2. Students brainstorm “Knows”, “Need to knows”, and “Next steps”, all the while being guided by the facilitator to generate the intended learning outcomes.

3. Students work in pairs or groups to solve the problem, beginning with what was brainstormed in the “next steps” section of the entry document. The facilitator prepares workshops and lessons and has helpful resources at the ready, as needed.

4. Students present their solution in some form.

5. The facilitator asks guiding questions, prompts generalizations, and promotes connections.

This process is similar to the Projects of PBL, the primary difference being size and scope. A Problem generally focuses on one specific key concept or skill and lasts only 2-5 days, unlike a large swath of standards and 2-5 weeks in the former. This process allows for all the inquiry-based learning of PBL, but on a much more rapid time-frame to allow for differentiation, assessment, and possibly revisiting a concept or two. Also, by nature of their shortened scope or size, it forces the student to think deeply about the mathematics involved, rather than the final product.

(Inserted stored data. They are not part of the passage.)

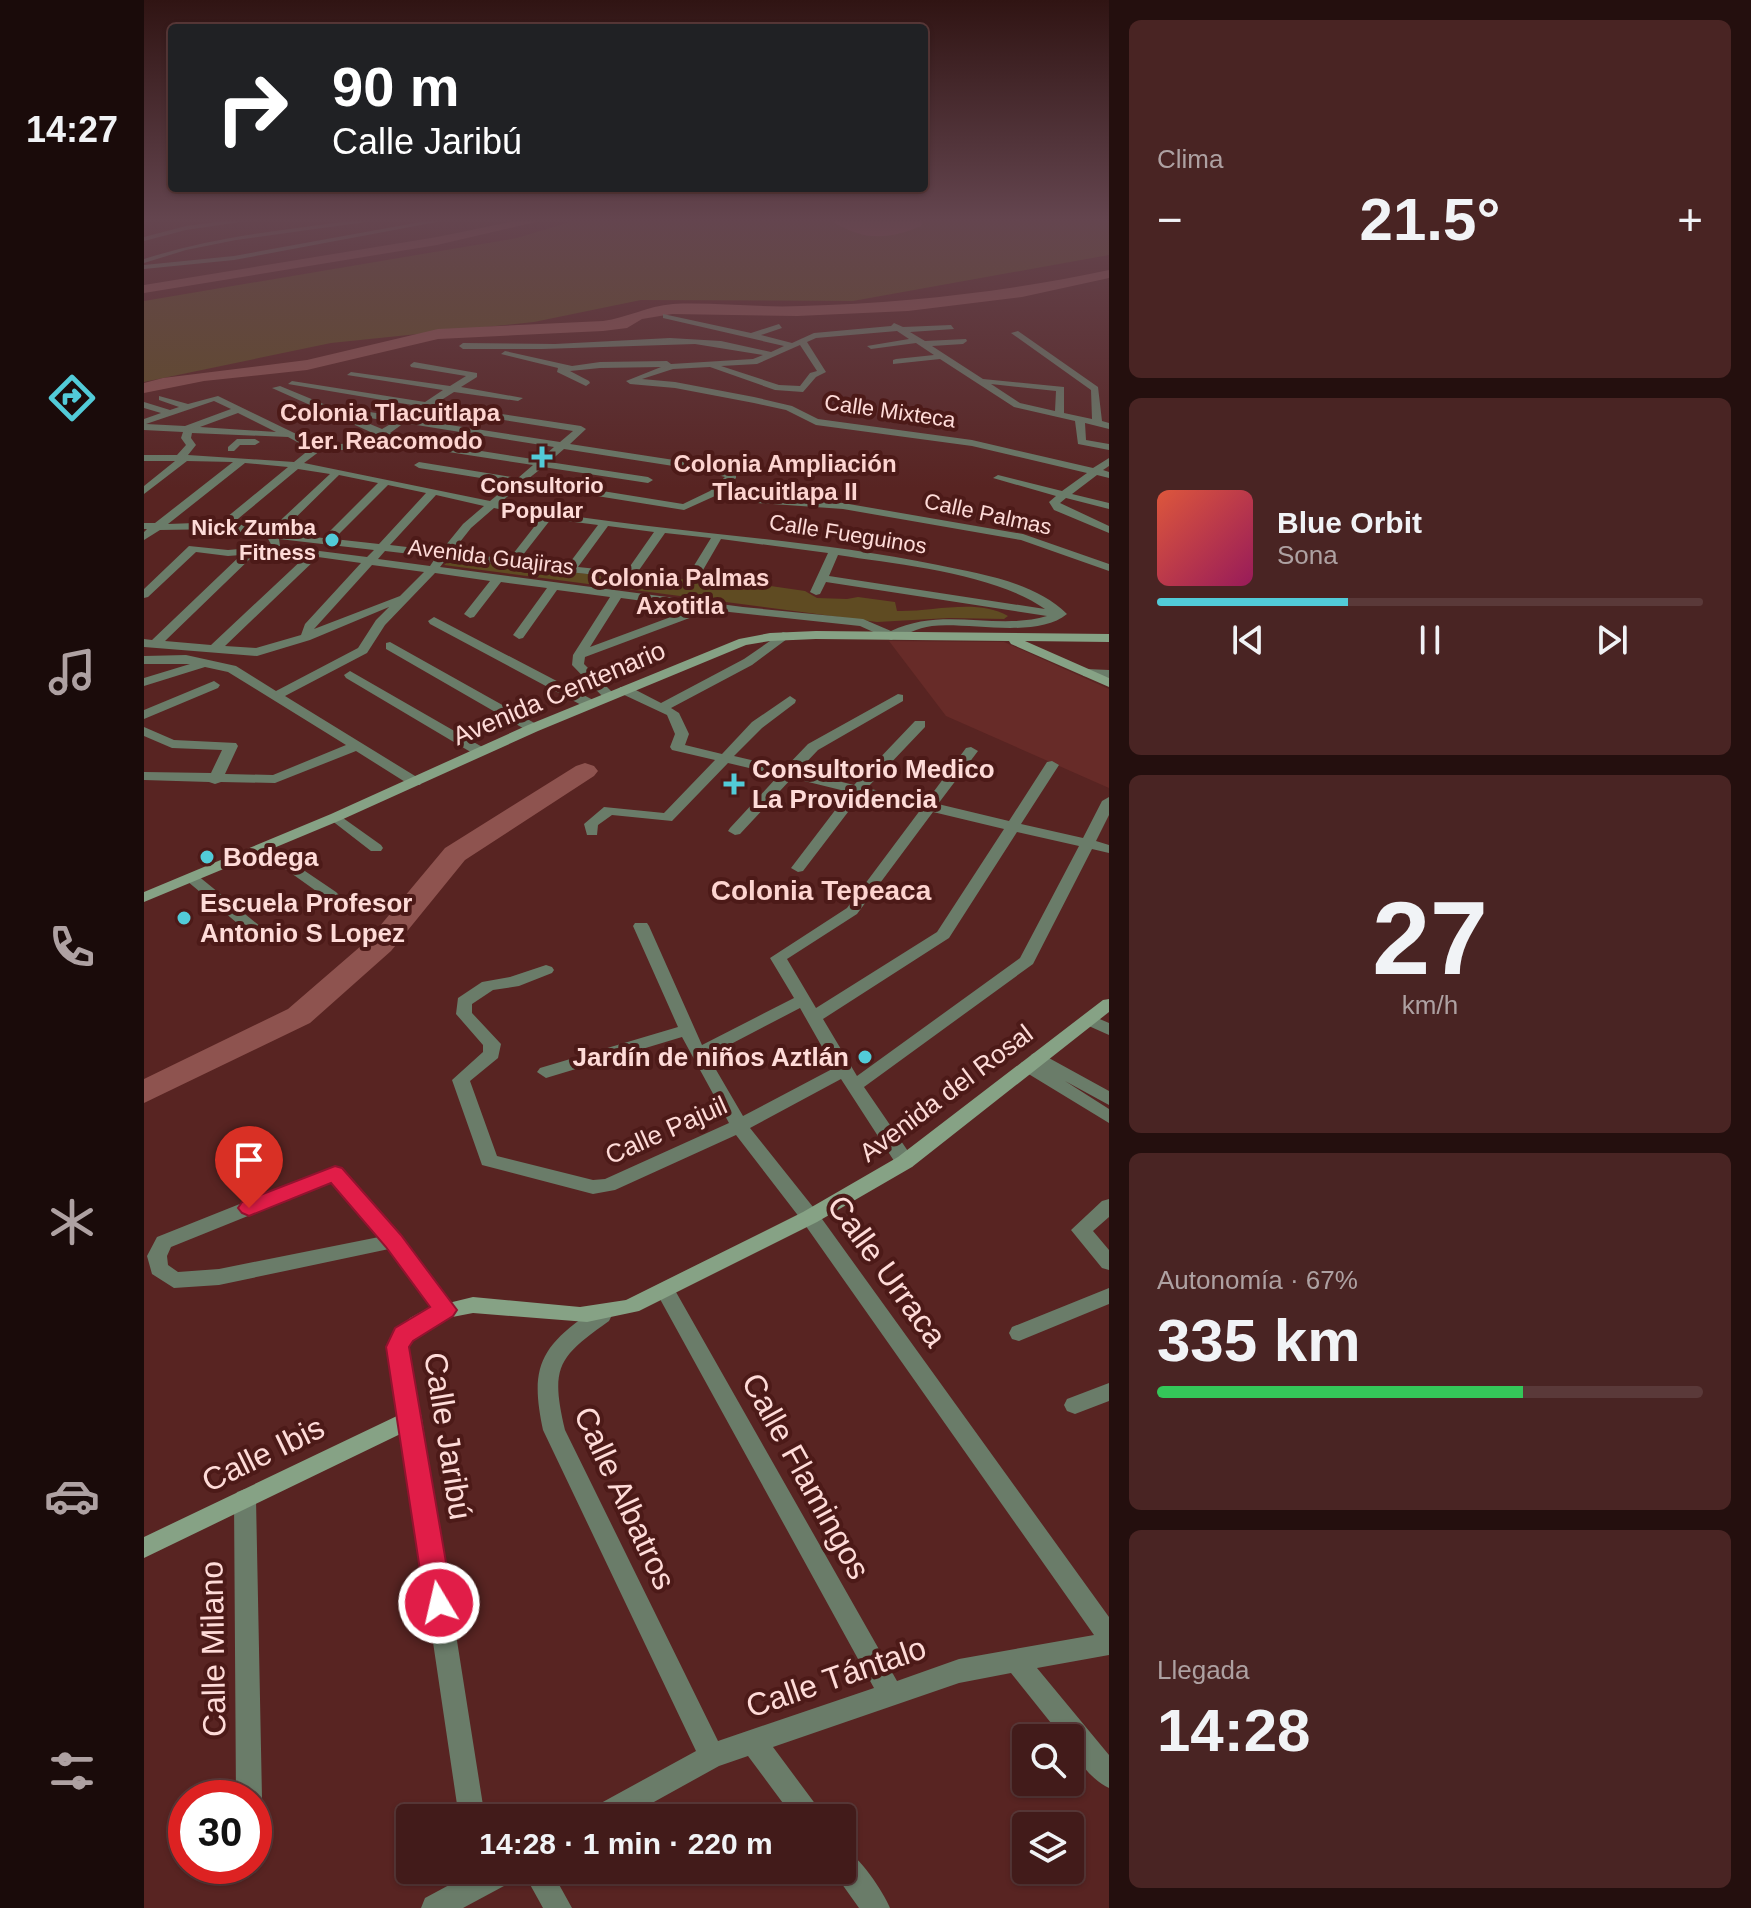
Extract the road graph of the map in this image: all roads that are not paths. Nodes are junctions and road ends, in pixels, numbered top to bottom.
1 (666, 316) dead end
2 (779, 326) dead end
3 (951, 327) dead end
4 (899, 328) junction
5 (1015, 333) dead end
6 (751, 336) junction
7 (801, 340) junction
8 (963, 341) dead end
9 (921, 342) junction
10 (791, 345) junction
11 (871, 346) dead end
12 (546, 347) junction
13 (770, 354) junction
14 (942, 356) junction
15 (754, 362) junction
16 (896, 362) dead end
17 (414, 365) dead end
18 (706, 365) junction
19 (555, 366) junction
20 (672, 366) junction
21 (570, 368) junction
22 (351, 375) dead end
23 (771, 376) dead end
24 (980, 381) junction
25 (586, 383) dead end
26 (292, 384) dead end
27 (277, 388) dead end
28 (453, 389) junction
29 (162, 398) dead end
30 (518, 398) dead end
31 (1109, 400) edge
32 (1097, 401) junction
33 (431, 404) junction
34 (144, 405) edge
35 (188, 407) junction
36 (324, 408) junction
37 (241, 409) junction
38 (170, 413) junction
39 (1059, 415) junction
40 (1080, 419) junction
41 (404, 420) junction
42 (1097, 423) junction
43 (144, 424) edge
44 (1109, 426) edge
45 (161, 427) junction
46 (189, 428) junction
47 (383, 433) junction
48 (281, 435) junction
49 (295, 436) junction
50 (144, 437) edge
51 (562, 444) junction
52 (1109, 447) edge
53 (317, 448) junction
54 (231, 449) dead end
55 (144, 458) edge
56 (182, 458) junction
57 (241, 461) junction
58 (1109, 461) edge
59 (540, 463) junction
60 (294, 464) junction
61 (419, 465) dead end
62 (1096, 472) junction
63 (336, 473) junction
64 (1109, 475) edge
65 (998, 478) dead end
66 (648, 480) dead end
67 (385, 482) junction
68 (518, 483) junction
69 (144, 491) edge
70 (433, 492) junction
71 (714, 493) junction
72 (1063, 495) junction
73 (493, 504) junction
74 (1109, 506) edge
75 (549, 515) junction
76 (605, 523) junction
77 (144, 526) edge
78 (223, 526) junction
79 (160, 527) junction
80 (661, 530) junction
81 (1109, 530) edge
82 (271, 535) junction
83 (718, 535) junction
84 (144, 537) edge
85 (324, 543) junction
86 (383, 548) junction
87 (279, 549) junction
88 (251, 552) junction
89 (834, 552) junction
90 (315, 554) junction
91 (446, 555) junction
92 (369, 562) junction
93 (512, 562) junction
94 (1109, 568) edge
95 (571, 569) junction
96 (432, 570) junction
97 (499, 577) junction
98 (693, 577) dead end
99 (821, 578) junction
100 (555, 585) junction
101 (816, 592) dead end
102 (618, 593) junction
103 (144, 595) edge
104 (403, 597) junction
105 (712, 606) junction
106 (470, 614) dead end
107 (1061, 614) junction
108 (434, 621) dead end
109 (519, 635) dead end
110 (783, 636) junction
111 (891, 636) junction
112 (306, 637) junction
113 (1006, 637) junction
114 (1109, 638) edge
115 (149, 644) edge
116 (390, 646) dead end
117 (214, 649) junction
118 (579, 655) junction
119 (144, 660) edge
120 (207, 662) junction
121 (1087, 673) junction
122 (1109, 674) edge
123 (350, 675) dead end
124 (144, 682) edge
125 (1109, 683) edge
126 (214, 685) dead end
127 (625, 690) junction
128 (277, 695) junction
129 (610, 696) junction
130 (898, 698) dead end
131 (790, 700) dead end
132 (590, 704) junction
133 (663, 707) junction
134 (144, 715) edge
135 (920, 724) dead end
136 (533, 728) junction
137 (144, 731) edge
138 (357, 746) junction
139 (479, 751) junction
140 (971, 751) dead end
141 (723, 758) junction
142 (1052, 765) dead end
143 (788, 774) junction
144 (144, 776) edge
145 (215, 780) junction
146 (415, 782) junction
147 (857, 790) junction
148 (1109, 801) edge
149 (929, 807) junction
150 (336, 817) junction
151 (1011, 826) junction
152 (735, 831) dead end
153 (592, 832) dead end
154 (1087, 844) junction
155 (265, 848) junction
156 (376, 848) dead end
157 (1109, 849) edge
158 (798, 868) dead end
159 (192, 878) junction
160 (331, 895) dead end
161 (145, 897) edge
162 (641, 926) dead end
163 (255, 930) dead end
164 (546, 970) dead end
165 (803, 1000) junction
166 (1109, 1004) edge
167 (813, 1018) junction
168 (1088, 1019) junction
169 (687, 1030) junction
170 (1109, 1030) edge
171 (698, 1054) junction
172 (1033, 1062) junction
173 (844, 1070) junction
174 (546, 1072) dead end
175 (854, 1086) junction
176 (1109, 1099) edge
177 (1109, 1117) edge
178 (739, 1126) junction
179 (905, 1162) junction
180 (1109, 1206) edge
181 (810, 1217) junction
182 (394, 1241) junction
183 (1109, 1263) edge
184 (665, 1290) junction
185 (1109, 1296) edge
186 (445, 1310) junction
187 (602, 1315) junction
188 (1019, 1333) dead end
189 (1109, 1392) edge
190 (1075, 1405) dead end
191 (411, 1419) junction
192 (245, 1499) junction
193 (144, 1548) edge
194 (1109, 1637) edge
195 (1109, 1644) edge
196 (1016, 1661) junction
197 (891, 1694) junction
198 (753, 1742) junction
199 (712, 1756) junction
200 (1109, 1775) edge
201 (249, 1780) edge
202 (470, 1804) edge
203 (625, 1804) edge
204 (800, 1804) edge
205 (856, 1881) edge
206 (473, 1884) edge
207 (544, 1884) edge
208 (435, 1908) edge
209 (558, 1908) edge
210 (876, 1908) edge

1 - 6 street
2 - 6 street
3 - 4 street
4 - 7 street
4 - 9 street
5 - 32 street
6 - 10 street
7 - 10 street
7 - 18 street
8 - 9 street
9 - 11 street
9 - 14 street
10 - 13 street
12 - 13 street
12 - 19 street
12 - 19 street
13 - 15 street
14 - 16 street
14 - 24 street
15 - 18 street
15 - 23 street
17 - 28 street
18 - 20 street, Calle Mixteca
19 - 21 street
20 - 21 street
20 - 62 street, Calle Mixteca
21 - 25 street
22 - 28 street
24 - 39 street
24 - 39 street
26 - 33 street
27 - 36 street
28 - 30 street
28 - 33 street
29 - 35 street
31 - 32 street
32 - 42 street
33 - 41 street
33 - 51 street
34 - 38 street
35 - 37 street
35 - 38 street
36 - 41 street
36 - 47 street
37 - 46 street
37 - 49 street
38 - 43 street
39 - 40 street
40 - 42 street
40 - 52 street
41 - 47 street
41 - 51 street
42 - 44 street
43 - 45 street
45 - 46 street
45 - 50 street
46 - 48 street
46 - 56 street
47 - 53 street
47 - 59 street
48 - 49 street
48 - 54 street
49 - 53 street
51 - 59 street
51 - 71 street
53 - 60 street
55 - 56 street, Calle Fueguinos
56 - 57 street, Calle Fueguinos
56 - 69 street
57 - 60 street, Calle Fueguinos
57 - 79 street
58 - 62 street
59 - 66 street
59 - 68 street
60 - 63 street, Calle Fueguinos
60 - 78 street
61 - 68 street
62 - 64 street, Calle Mixteca
62 - 72 street
63 - 67 street, Calle Fueguinos
63 - 82 street
65 - 72 street
67 - 70 street, Calle Fueguinos
67 - 85 street
68 - 71 street
68 - 73 street
70 - 73 street, Calle Fueguinos
70 - 86 street
71 - 94 street, Calle Palmas
72 - 74 street
72 - 81 street
73 - 75 street, Calle Fueguinos
73 - 91 street
75 - 76 street, Calle Fueguinos
75 - 93 street
76 - 80 street, Calle Fueguinos
76 - 95 street
77 - 79 street, Avenida Guajiras
78 - 79 street, Avenida Guajiras
78 - 82 street, Avenida Guajiras
79 - 84 street
80 - 83 street, Calle Fueguinos
80 - 95 street, Avenida Guajiras
82 - 85 street, Avenida Guajiras
82 - 87 street
83 - 89 street, Calle Fueguinos
83 - 98 street
85 - 86 street, Avenida Guajiras
86 - 91 street, Avenida Guajiras
86 - 92 street, Avenida Guajiras
87 - 88 street, Avenida Guajiras
87 - 90 street, Avenida Guajiras
88 - 103 street, Avenida Guajiras
88 - 115 street
89 - 99 street
89 - 107 street, Calle Fueguinos
90 - 92 street, Avenida Guajiras
90 - 117 street
91 - 93 street, Avenida Guajiras
91 - 96 street
92 - 96 street, Avenida Guajiras
92 - 112 street
93 - 95 street, Avenida Guajiras
96 - 97 street, Avenida Guajiras
96 - 104 street
97 - 100 street, Avenida Guajiras
97 - 106 street
99 - 101 street
99 - 107 street, Calle Fueguinos
100 - 102 street, Avenida Guajiras
100 - 109 street
102 - 105 street, Avenida Guajiras
102 - 118 street
104 - 112 street
104 - 128 street
105 - 111 street, Avenida Guajiras
105 - 118 street
107 - 111 street
108 - 132 street
110 - 111 main road, Avenida Centenario
110 - 127 main road, Avenida Centenario
110 - 133 street
111 - 113 main road, Avenida Centenario
112 - 117 street
113 - 114 main road, Avenida Centenario
113 - 121 main road
115 - 117 street
116 - 136 street
118 - 129 street
119 - 120 street
120 - 124 street
120 - 128 street
121 - 122 street
121 - 125 main road
123 - 139 street
126 - 134 street
127 - 129 main road, Avenida Centenario
127 - 133 street
128 - 138 street
129 - 132 main road, Avenida Centenario
130 - 143 street
131 - 141 street
132 - 136 main road, Avenida Centenario
133 - 141 street
135 - 147 street
136 - 139 main road, Avenida Centenario
137 - 145 street
138 - 145 street
138 - 146 street
139 - 146 main road, Avenida Centenario
140 - 149 street
141 - 143 street
141 - 153 street
142 - 151 street
143 - 147 street
143 - 152 street
144 - 145 street
146 - 150 main road, Avenida Centenario
147 - 149 street
147 - 158 street
148 - 154 street
149 - 151 street
149 - 165 street
150 - 155 main road, Avenida Centenario
150 - 156 street
151 - 154 street
151 - 167 street
154 - 157 street
154 - 175 street
155 - 159 main road, Avenida Centenario
155 - 160 street
159 - 161 main road, Avenida Centenario
159 - 163 street
162 - 169 street, Calle Urraca
164 - 178 street, Calle Pajuil
165 - 167 street
165 - 171 street
166 - 168 main road, Avenida del Rosal
167 - 173 street
168 - 170 street
168 - 172 main road, Avenida del Rosal
169 - 171 street, Calle Urraca
169 - 174 street
171 - 178 street, Calle Urraca
172 - 176 street
172 - 177 street
172 - 179 main road, Avenida del Rosal
173 - 175 street
173 - 178 street, Calle Pajuil
175 - 179 street
178 - 181 street, Calle Urraca
179 - 181 main road, Avenida del Rosal
180 - 183 street
181 - 184 main road, Calle Albatros
181 - 194 street, Calle Urraca
182 - 182 street
182 - 186 street
184 - 187 main road, Calle Albatros
184 - 197 street, Calle Flamingos
185 - 188 street
186 - 187 main road
186 - 191 main road, Calle Jaribú
187 - 199 street, Calle Albatros
189 - 190 street
191 - 192 main road, Calle Ibis
191 - 202 street, Calle Jaribú
192 - 193 main road, Calle Ibis
192 - 201 street, Calle Milano
195 - 196 street, Calle Tántalo
196 - 197 street, Calle Tántalo
196 - 200 street
197 - 198 street, Calle Tántalo
198 - 199 street, Calle Tántalo
198 - 204 street
199 - 203 street, Calle Tántalo
205 - 210 street
206 - 208 street
207 - 209 street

This final point is crucial.

Even my best Projects saw students go a couple days here and there without them being practitioners of mathematics: requiring students to narrate a voice-over to a video. Even my best Projects were contrived when I tried to fit math into the Project were it doesn’t belong, affecting the authenticity of the Project at its core: requiring parallel lines to be drawn onto an already-created light rail map for some unknown reason. And once the threads of math and authenticity begin to get pulled away from a Project, it can unravel quickly. And then you’re left with a five-week investigation that students don’t fully believe and you don’t fully believe in.

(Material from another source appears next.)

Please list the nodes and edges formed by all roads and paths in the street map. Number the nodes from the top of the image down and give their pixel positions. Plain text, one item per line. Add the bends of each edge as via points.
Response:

What, then, of all the Projects I created as a PBL teacher? I really liked them, and sometimes my students did too. Moreover, they were scaffolded well enough to avoid one of the great pitfalls that can sometimes plague Math PBL: students focusing solely on the product, not the process, thereby avoiding the Math content. Am I just to toss out those Projects that I worked so hard on and engaged students?

Either due to my better judgment or my educational hoarding tendencies, I have not and probably will never take the step of dragging any folders into the recycle bin on my desktop. Why? Maybe I’ll see a way I can condense those sprawling, hyper-relevant (or pseudo-relevant) projects into a concise, maybe-not-quite-as-relevant problem. Maybe I’ll use one of the scaffolding activities as the basis for a problem. Shoot, maybe I’ll use it as a project again someday.

I can’t deny that I had students buy into my class through the drug of the product-focused Project. I’m really glad I did too, because I’m just not that good of a teacher that I can get by solely on math content. If I have to bribe students every now and then with the carrot of them creating a cool animation, video, or presentation in front of community members, so be it. And if you want to do the same, and have the ability to create engaging, authentic, rigorous, and math content-rich PBL units, go for it. And while you’re at it, post it somewhere public so we can all see it and learn from you. But continually ask yourself the following questions: what are the students engaged in right now, the product or the math? When’s the last time I probed each individual student for their math knowledge? And, is this Project really *that* good, that I can be sure, absolutely sure, that students are becoming fluent in mathematics?

The challenge here is not to make you question the use of PBL, or to disregard it as a potential math educational tool. The challenge is to develop problems that are equally engaging as your projects. So let’s begin that work.

An array of Problems that are equally engaging as Projects, and get the student to consistently think about math: those would be things that are great.